(Recorded data)
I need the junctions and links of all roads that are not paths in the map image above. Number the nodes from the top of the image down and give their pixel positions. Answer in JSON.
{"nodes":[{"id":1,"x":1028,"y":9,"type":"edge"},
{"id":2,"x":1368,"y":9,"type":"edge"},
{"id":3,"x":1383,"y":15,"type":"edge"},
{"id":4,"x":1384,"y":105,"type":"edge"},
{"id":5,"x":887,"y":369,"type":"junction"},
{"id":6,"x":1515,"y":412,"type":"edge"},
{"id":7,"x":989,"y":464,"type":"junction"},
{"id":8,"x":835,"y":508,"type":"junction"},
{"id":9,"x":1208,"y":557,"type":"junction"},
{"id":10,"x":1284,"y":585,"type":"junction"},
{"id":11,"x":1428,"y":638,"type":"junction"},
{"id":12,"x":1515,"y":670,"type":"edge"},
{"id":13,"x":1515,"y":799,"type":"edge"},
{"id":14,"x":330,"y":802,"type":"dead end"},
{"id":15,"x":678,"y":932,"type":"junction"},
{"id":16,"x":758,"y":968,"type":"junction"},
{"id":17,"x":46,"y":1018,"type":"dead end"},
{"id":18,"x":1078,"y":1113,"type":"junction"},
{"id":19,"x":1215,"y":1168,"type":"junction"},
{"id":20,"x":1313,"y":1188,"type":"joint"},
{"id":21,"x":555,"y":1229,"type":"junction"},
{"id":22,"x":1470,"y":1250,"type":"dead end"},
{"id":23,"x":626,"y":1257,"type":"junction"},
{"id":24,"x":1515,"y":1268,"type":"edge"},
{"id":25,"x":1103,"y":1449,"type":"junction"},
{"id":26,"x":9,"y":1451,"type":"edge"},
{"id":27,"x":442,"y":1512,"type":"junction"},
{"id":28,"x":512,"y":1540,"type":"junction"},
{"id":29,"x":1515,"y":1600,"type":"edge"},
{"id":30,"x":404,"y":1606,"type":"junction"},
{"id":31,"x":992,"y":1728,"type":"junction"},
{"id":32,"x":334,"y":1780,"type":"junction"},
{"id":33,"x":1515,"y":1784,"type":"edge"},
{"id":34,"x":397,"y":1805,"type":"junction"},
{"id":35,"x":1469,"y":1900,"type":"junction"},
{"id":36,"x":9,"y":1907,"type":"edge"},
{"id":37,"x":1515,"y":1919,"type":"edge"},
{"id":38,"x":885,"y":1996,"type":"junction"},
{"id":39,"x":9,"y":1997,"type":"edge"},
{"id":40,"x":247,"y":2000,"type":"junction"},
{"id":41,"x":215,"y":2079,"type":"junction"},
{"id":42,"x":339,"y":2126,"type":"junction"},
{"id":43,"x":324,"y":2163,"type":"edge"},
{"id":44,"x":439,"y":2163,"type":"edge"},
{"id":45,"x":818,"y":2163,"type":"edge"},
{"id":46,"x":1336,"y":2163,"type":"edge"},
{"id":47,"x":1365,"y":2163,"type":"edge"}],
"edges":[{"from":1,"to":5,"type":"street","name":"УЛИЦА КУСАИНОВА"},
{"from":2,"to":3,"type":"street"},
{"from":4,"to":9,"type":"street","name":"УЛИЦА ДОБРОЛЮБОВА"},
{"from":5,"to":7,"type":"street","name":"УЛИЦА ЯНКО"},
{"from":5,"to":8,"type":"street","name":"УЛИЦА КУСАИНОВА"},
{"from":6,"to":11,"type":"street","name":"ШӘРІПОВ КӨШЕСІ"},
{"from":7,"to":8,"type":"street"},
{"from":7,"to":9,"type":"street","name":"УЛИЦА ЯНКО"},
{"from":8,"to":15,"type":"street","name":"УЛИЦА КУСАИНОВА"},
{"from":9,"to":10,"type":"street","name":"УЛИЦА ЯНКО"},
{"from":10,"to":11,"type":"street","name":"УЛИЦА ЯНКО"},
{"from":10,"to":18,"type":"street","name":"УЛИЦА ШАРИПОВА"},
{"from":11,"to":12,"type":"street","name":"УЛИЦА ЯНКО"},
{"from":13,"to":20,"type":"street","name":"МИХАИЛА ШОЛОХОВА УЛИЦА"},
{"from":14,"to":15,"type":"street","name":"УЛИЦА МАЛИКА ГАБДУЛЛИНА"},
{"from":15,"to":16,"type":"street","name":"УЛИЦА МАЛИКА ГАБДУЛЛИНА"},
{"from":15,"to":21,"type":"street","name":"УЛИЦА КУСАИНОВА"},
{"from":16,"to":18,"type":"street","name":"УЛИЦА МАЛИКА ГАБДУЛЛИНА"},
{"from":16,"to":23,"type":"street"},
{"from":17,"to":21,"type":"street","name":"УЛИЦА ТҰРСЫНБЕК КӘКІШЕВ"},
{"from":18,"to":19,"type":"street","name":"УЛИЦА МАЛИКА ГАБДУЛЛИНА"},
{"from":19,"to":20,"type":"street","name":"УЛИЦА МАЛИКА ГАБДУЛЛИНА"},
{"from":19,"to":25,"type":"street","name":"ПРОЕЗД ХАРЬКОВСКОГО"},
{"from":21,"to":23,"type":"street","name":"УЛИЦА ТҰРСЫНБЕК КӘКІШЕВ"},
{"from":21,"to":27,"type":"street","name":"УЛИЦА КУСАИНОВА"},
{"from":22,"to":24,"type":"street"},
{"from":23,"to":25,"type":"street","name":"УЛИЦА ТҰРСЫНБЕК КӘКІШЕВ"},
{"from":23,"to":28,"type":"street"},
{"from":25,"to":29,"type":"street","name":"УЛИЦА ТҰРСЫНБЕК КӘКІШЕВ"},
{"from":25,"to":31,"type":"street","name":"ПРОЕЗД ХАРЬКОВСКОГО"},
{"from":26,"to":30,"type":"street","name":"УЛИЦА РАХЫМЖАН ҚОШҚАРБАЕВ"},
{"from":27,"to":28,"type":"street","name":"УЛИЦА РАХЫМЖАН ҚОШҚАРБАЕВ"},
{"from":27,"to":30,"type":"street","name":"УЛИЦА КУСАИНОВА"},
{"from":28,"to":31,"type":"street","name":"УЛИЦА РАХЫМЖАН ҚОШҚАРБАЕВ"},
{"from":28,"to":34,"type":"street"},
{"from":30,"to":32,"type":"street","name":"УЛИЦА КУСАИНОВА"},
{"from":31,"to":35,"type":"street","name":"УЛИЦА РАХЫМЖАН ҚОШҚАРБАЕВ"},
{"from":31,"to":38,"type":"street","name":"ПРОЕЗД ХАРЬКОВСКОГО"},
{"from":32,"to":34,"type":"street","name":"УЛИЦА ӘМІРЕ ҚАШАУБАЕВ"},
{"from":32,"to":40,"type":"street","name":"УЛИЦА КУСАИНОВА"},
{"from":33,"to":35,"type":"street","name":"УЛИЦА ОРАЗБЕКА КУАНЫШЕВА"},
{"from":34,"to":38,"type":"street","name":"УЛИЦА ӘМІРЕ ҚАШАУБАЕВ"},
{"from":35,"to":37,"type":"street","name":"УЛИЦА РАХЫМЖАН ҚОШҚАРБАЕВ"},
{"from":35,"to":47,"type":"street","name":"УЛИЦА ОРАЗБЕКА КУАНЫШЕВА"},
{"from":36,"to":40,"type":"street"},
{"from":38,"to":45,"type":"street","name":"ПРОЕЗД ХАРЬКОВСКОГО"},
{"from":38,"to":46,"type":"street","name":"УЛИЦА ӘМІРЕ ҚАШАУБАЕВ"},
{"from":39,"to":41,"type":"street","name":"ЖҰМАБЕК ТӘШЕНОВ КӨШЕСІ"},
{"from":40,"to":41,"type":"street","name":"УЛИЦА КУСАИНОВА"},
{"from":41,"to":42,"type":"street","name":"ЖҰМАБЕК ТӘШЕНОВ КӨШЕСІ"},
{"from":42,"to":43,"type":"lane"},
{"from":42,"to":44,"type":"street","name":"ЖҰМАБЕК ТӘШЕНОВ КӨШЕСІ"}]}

Required action
If a line above holds the word "ХАРЬКОВСКОГО", copy it.

Written solution
{"from":19,"to":25,"type":"street","name":"ПРОЕЗД ХАРЬКОВСКОГО"},
{"from":25,"to":31,"type":"street","name":"ПРОЕЗД ХАРЬКОВСКОГО"},
{"from":31,"to":38,"type":"street","name":"ПРОЕЗД ХАРЬКОВСКОГО"},
{"from":38,"to":45,"type":"street","name":"ПРОЕЗД ХАРЬКОВСКОГО"},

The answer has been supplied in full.